PHP File Writing Permissions

J.T.

Well-Known Member
#1
Hi,

I can't seem to get this right.

When a script needs write access to a folder, for example for sessions or error logs, in apache I simply chown-ed them apache:apache and left them chmod 755.

Now with Litespeed, I can't figure out who executes the script.

In the server-wide settings I have:

Running As user(nobody) : group(nobody)

In the VH:

ExtApp Set UID Mode DocRoot UID

The owner of the docroot of that VH happens to be lsadm:lsadm

So I figured by either making the folder I intend to have PHP write in owned by nobody:nobody or lsadm:lsadm I'd be able to write in it when it's chmod 755. But somehow, I need to up that to 777 for it to work. And I don't like 777.

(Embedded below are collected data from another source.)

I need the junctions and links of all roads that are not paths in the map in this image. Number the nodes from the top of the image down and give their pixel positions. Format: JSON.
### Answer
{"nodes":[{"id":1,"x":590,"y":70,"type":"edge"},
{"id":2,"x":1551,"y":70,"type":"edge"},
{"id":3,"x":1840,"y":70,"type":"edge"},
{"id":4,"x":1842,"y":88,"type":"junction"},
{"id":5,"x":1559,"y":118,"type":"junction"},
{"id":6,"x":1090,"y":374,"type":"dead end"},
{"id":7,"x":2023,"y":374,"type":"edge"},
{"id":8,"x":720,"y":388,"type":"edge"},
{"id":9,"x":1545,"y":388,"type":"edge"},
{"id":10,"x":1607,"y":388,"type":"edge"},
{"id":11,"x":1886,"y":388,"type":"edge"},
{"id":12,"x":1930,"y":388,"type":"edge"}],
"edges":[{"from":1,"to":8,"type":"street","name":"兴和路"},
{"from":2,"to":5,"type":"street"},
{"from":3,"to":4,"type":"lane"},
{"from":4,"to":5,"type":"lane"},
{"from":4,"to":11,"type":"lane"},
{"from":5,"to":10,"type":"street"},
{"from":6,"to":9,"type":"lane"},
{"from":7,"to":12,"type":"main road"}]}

How can I figure out who runs the PHP process and should therefore be the owner of a folder in order to write to it?

What are the recommended ownership settings for LSWS?
 

J.T.

Well-Known Member
#2
I just found out that get_current_user = lsadm and getmyuid is 100, which in /etc/passwd equates to lsadm indeed. So if the script is run by lsadm, which can't the script write to a file owned by lsadm?
 

NiteWave

Administrator
#3
I did some tests locally, to enable

VH:
ExtApp Set UID Mode DocRoot UID
need define a vhost level lsphp5 ExtApp first, say "lsphp5_vh" as its name.

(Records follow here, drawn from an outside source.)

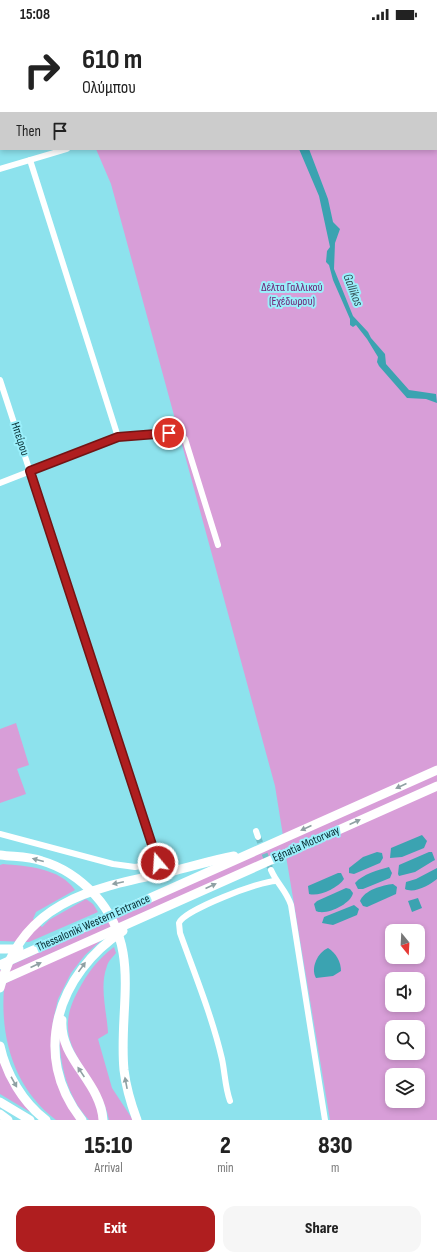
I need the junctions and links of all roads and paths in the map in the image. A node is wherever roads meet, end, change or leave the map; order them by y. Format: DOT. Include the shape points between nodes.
graph roads {
  1 [pos="64,150"];
  2 [pos="30,160"];
  3 [pos="0,169"];
  4 [pos="0,380"];
  5 [pos="118,437"];
  6 [pos="30,471"];
  7 [pos="0,483"];
  8 [pos="218,545"];
  9 [pos="437,770"];
  10 [pos="437,786"];
  11 [pos="0,834"];
  12 [pos="252,852"];
  13 [pos="2,856"];
  14 [pos="271,870"];
  15 [pos="276,881"];
  16 [pos="175,902"];
  17 [pos="61,937"];
  18 [pos="0,948"];
  19 [pos="0,964"];
  20 [pos="0,981"];
  21 [pos="0,988"];
  22 [pos="63,1001"];
  23 [pos="0,1046"];
  24 [pos="230,1101"];
  25 [pos="0,1102"];
  26 [pos="0,1114"];
  27 [pos="8,1120"];
  28 [pos="30,1120"];
  29 [pos="46,1120"];
  30 [pos="82,1120"];
  31 [pos="103,1120"];
  32 [pos="137,1120"];
  33 [pos="325,1120"];
  1 -- 2 [label="street"];
  2 -- 3 [label="street"];
  2 -- 5 [label="street"];
  4 -- 6 [label="street, Ηπείρου"];
  5 -- 6 [label="street"];
  5 -- 8 [label="street" via="178,434 185,439"];
  6 -- 7 [label="street"];
  6 -- 11 [label="street, Ηπείρου" via="158,863 135,867 113,864"];
  9 -- 12 [label="highway, Egnatia Motorway, one-way"];
  16 -- 10 [label="highway, Egnatia Motorway, one-way"];
  12 -- 17 [label="highway, Thessaloniki Western Entrance"];
  12 -- 21 [label="highway, one-way" via="91,890 68,901 38,921 15,950"];
  32 -- 13 [label="highway, one-way" via="124,1069 126,962 120,936 109,914 88,887 68,872 41,860"];
  14 -- 15 [label="street"];
  15 -- 24 [label="street" via="257,884 204,905 184,916 179,923 180,933 216,1038"];
  15 -- 33 [label="street" via="285,889 291,905"];
  20 -- 16 [label="highway, one-way"];
  22 -- 16 [label="highway, one-way" via="83,966 105,943 123,930"];
  17 -- 18 [label="highway" via="26,948"];
  17 -- 19 [label="highway, Thessaloniki Western Entrance"];
  22 -- 30 [label="highway" via="56,1025 55,1056 66,1094"];
  31 -- 22 [label="highway, one-way" via="98,1099 63,1040"];
  23 -- 29 [label="highway, one-way" via="8,1071 20,1092"];
  25 -- 28 [label="highway"];
  26 -- 27 [label="highway"];
}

then in vhost "Script Handler", select this lsphp5_vh to handle php.

if select lsphp extApp defined in server level, lsphp will run as server uid/gid, i.e., nobody in this case.
 

J.T.

Well-Known Member
#4
Hi,

This issue is still present.

I have exactly what you say, with a VHost level script handler which has a name different from the default. It handles PHP. The DocRoot UID is owned by lsadm:lsadm and a file further down the document tree is also owned by lsadm:lsadm

In the PHP script I echo get_current_user() and this confirms it's lsadm. The script tries to write to a cache folder again owned by lsadm:lsadm but it can't. Only when I chmod the cache folder recursively 777 it works. 755 doesn't work either.

What can I be overlooking?
 

mistwang

LiteSpeed Staff
#7
In the PHP script I echo get_current_user() and this confirms it's lsadm. The script tries to write to a cache folder again owned by lsadm:lsadm but it can't. Only when I chmod the cache folder recursively 777 it works. 755 doesn't work either.
Does your server use a special secure kernel? Or something special with PHP? Sohusin?

try
Code:
sudo -u lsadm touch test_file
under that directory, see if it has permission issue or not.